Could the records below be restated word for word, without a single picture?
BEGIN DATA SECTION
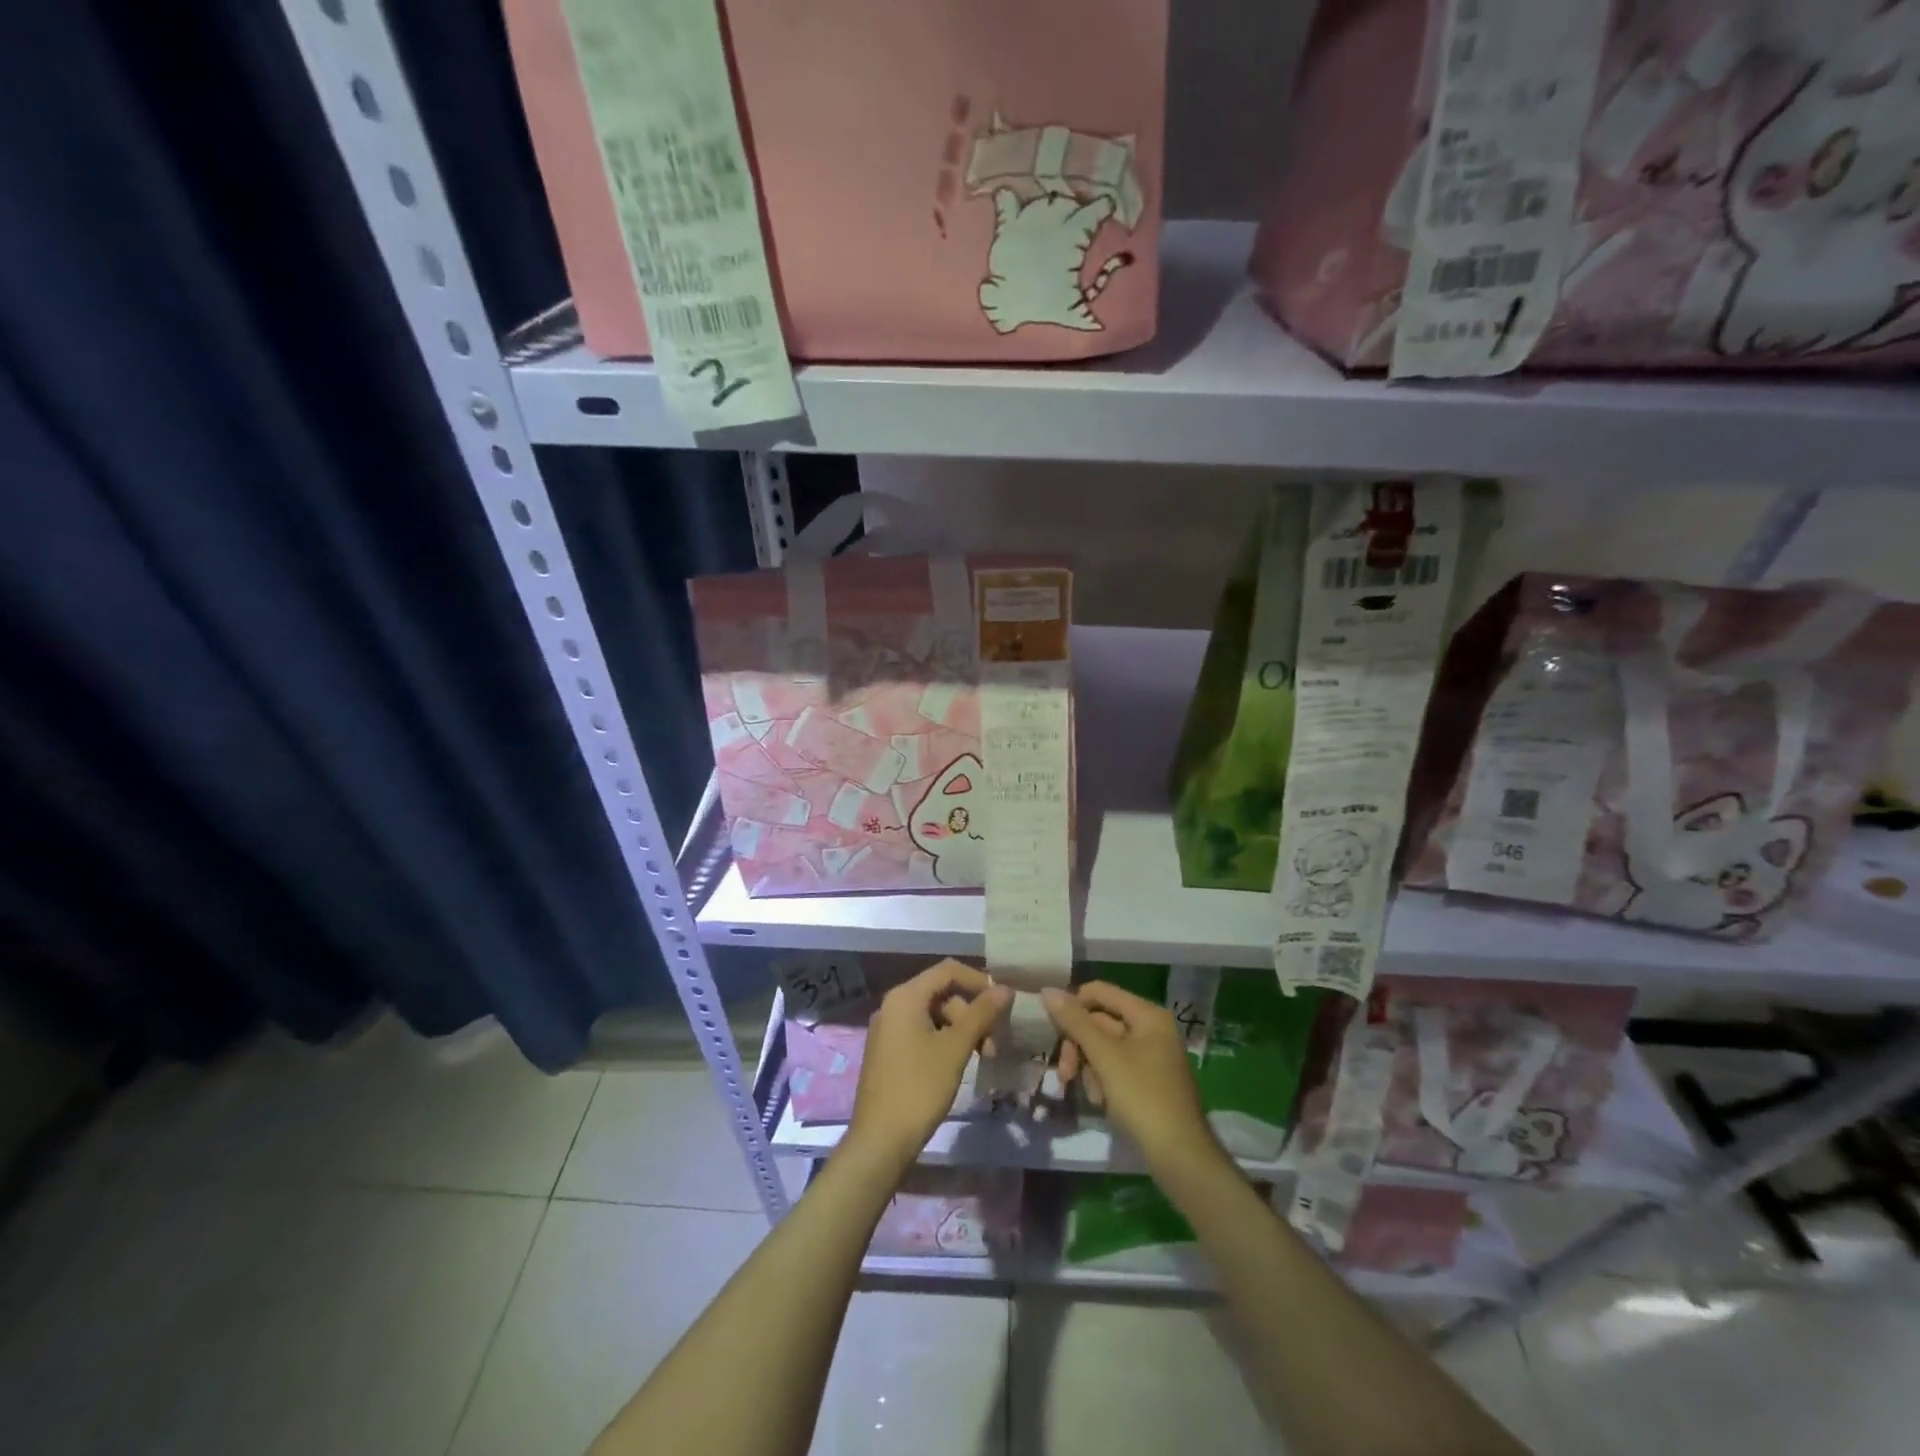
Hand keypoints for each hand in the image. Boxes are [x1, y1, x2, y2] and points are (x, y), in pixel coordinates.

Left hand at [846, 960, 1010, 1171]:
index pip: (947, 970)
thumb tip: (1005, 988)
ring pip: (933, 1015)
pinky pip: (921, 1032)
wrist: (880, 1140)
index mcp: (905, 997)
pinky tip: (959, 1063)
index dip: (978, 980)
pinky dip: (944, 1040)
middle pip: (941, 993)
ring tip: (982, 1056)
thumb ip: (981, 1014)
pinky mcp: (888, 1052)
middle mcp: (892, 1005)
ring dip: (960, 1029)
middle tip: (993, 1041)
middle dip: (971, 1012)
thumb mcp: (956, 1048)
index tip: (1002, 1002)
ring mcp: (887, 1029)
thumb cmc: (919, 1087)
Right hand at [1041, 982, 1215, 1170]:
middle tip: (1065, 1073)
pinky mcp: (1148, 1080)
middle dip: (1080, 1047)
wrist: (1180, 1155)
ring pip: (1104, 1048)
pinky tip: (1103, 1103)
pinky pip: (1115, 1068)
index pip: (1100, 992)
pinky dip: (1104, 1081)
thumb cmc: (1143, 1097)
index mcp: (1147, 1015)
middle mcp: (1151, 1028)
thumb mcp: (1105, 1057)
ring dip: (1090, 1068)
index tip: (1053, 1031)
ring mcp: (1151, 1055)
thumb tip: (1047, 990)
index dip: (1073, 1006)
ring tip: (1093, 1095)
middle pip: (1100, 1021)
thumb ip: (1076, 1022)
END DATA SECTION
FINISHED EXERCISE.
Hand keypoints for each hand in the image. Boxes are [x1, y1, x2, y2] and points are (x, y), in pixel coordinates.

Left hand at [846, 960, 1010, 1171]:
index pip: (947, 970)
thumb tip: (1005, 988)
ring pip: (933, 1015)
pinky pip: (921, 1032)
wrist: (880, 1140)
index mcp: (905, 997)
pinky tip: (959, 1063)
index dip: (978, 980)
pinky dip: (944, 1040)
middle pip: (941, 993)
ring tip: (982, 1056)
thumb ip: (981, 1014)
pinky mcp: (888, 1052)
middle mcp: (892, 1005)
ring dip: (960, 1029)
middle tip: (993, 1041)
middle dip: (971, 1012)
thumb mcp: (956, 1048)
index tip: (1002, 1002)
ring mcp: (887, 1029)
thumb cmc: (919, 1087)
Right hand at [1041, 982, 1215, 1170]:
middle tip: (1065, 1073)
pinky mcp: (1148, 1080)
middle dip: (1080, 1047)
wrist: (1180, 1155)
ring pip: (1104, 1048)
pinky tip: (1103, 1103)
pinky pip: (1115, 1068)
index pip: (1100, 992)
pinky dip: (1104, 1081)
thumb cmc: (1143, 1097)
index mcp: (1147, 1015)
middle mcp: (1151, 1028)
thumb mcp: (1105, 1057)
ring dip: (1090, 1068)
index tip: (1053, 1031)
ring mcp: (1151, 1055)
thumb tip: (1047, 990)
index dip: (1073, 1006)
ring tip: (1093, 1095)
middle pip: (1100, 1021)
thumb ip: (1076, 1022)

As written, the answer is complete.